Het 'movement' in de 'Model 8' meter van AVO. (© Peter Vis) |
De indicaties op de schaal van een draaispoelmeter
Op iedere draaispoelmeter treft u, meestal in de rechtse onderste hoek van de schaal, een aantal symbolen aan die verband houden met de specificaties van de meter:
- A:
De meter is geijkt in verticale (staande) positie, als u hier '┌┐' ziet staan betekent dit dat de meter in horizontale (dus liggende) positie is geijkt. - B:
Dit is het symbool voor draaispoelmeter. - C:
Geeft de nauwkeurigheid van de meter weer in ±procent afwijking bij volle schaal indicatie. Staat hier 1.5 en meet de meter exact 10 mA, dan betekent dit dat de reële waarde van de gemeten stroom ergens tussen 9,85 mA en 10,15 mA ligt. Dit getal wordt ook de 'klasse' van de meter genoemd. - D:
De testspanning in kV waaraan de meter is onderworpen.

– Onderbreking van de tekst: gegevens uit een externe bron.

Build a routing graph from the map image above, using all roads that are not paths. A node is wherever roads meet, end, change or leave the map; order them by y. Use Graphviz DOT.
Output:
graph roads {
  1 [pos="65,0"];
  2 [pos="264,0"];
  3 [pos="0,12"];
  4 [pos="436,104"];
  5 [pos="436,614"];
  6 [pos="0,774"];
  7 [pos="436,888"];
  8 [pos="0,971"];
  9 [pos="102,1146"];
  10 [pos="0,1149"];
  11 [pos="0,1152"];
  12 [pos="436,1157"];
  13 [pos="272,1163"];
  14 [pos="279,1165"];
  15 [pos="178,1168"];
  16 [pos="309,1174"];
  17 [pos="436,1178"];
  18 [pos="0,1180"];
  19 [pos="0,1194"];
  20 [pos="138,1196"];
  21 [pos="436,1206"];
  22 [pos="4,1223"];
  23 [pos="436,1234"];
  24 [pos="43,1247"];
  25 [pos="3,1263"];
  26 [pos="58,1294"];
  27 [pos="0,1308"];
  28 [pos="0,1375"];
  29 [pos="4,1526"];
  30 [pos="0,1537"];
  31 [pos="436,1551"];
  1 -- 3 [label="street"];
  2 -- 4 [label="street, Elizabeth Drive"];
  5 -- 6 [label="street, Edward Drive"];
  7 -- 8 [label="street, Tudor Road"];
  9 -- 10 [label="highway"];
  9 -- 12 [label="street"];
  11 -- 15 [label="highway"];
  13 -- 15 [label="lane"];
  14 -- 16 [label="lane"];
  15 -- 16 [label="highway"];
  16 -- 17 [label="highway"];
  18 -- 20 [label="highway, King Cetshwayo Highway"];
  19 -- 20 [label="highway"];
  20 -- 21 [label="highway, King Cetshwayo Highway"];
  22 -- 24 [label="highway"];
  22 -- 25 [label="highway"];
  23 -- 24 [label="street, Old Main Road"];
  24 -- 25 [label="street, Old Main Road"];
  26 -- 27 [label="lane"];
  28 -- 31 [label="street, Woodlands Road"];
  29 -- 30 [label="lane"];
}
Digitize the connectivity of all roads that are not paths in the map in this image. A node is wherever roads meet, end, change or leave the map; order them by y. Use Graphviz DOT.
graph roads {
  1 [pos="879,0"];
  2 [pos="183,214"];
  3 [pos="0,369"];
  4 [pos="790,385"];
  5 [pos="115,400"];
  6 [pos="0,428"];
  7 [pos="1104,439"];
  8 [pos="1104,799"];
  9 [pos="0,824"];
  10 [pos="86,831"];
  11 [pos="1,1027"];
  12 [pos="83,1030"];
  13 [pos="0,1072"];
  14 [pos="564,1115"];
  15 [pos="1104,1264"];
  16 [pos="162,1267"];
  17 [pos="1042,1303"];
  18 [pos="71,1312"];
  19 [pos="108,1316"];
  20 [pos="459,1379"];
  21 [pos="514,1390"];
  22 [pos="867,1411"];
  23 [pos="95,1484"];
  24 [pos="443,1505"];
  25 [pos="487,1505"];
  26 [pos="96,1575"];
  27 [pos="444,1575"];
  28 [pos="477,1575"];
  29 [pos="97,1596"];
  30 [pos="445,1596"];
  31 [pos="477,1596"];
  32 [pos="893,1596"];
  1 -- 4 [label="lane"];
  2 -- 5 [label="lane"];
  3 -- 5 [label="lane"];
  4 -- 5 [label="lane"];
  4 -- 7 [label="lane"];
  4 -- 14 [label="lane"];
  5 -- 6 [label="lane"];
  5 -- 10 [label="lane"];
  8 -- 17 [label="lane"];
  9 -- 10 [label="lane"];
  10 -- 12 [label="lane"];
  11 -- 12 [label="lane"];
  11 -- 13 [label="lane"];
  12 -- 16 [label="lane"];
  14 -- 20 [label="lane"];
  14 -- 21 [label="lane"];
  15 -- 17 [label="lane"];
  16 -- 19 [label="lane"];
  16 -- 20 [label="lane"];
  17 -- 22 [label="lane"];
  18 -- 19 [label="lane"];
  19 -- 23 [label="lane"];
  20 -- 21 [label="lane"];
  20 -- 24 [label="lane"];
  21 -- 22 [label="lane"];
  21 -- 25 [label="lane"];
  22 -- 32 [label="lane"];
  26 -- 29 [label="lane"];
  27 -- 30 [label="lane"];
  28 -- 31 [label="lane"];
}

De gestandaardiseerde symbolen op de schaal van iedere draaispoelmeter. (© 2024 Jos Verstraten) |
Parallax-fouten
Tussen de wijzerplaat en de naald zit een afstand van een paar millimeter. Deze afstand kan afleesfouten veroorzaken. Dit verschijnsel noemt met de 'parallax-fout'. Parallax is het verschijnsel dat de schijnbare positie van een voorwerp ten opzichte van de achtergrond varieert als het voorwerp vanuit verschillende posities bekeken wordt. Als u de positie van de naald niet uitleest terwijl u loodrecht naar de wijzerplaat kijkt kunt u een verkeerde waarde aflezen. Dit wordt toegelicht aan de hand van de onderstaande figuur. Dit stelt een bovenaanzicht voor van de schaalverdeling en de naald van een analoog meetinstrument. De naald staat, vanuit het bovenaanzicht bekeken, precies boven de 5,00 schaalwaarde op de schaal. Als u echter het instrument vanuit de afleeshoek 1 afleest lijkt het alsof de naald boven de schaalwaarde 5,15 staat. Leest u af vanuit afleeshoek 2, dan staat de naald boven de schaalwaarde 4,95. Alleen de loodrechte afleeshoek 3 geeft de exacte waarde, de naald staat dan precies boven de schaalwaarde 5,00.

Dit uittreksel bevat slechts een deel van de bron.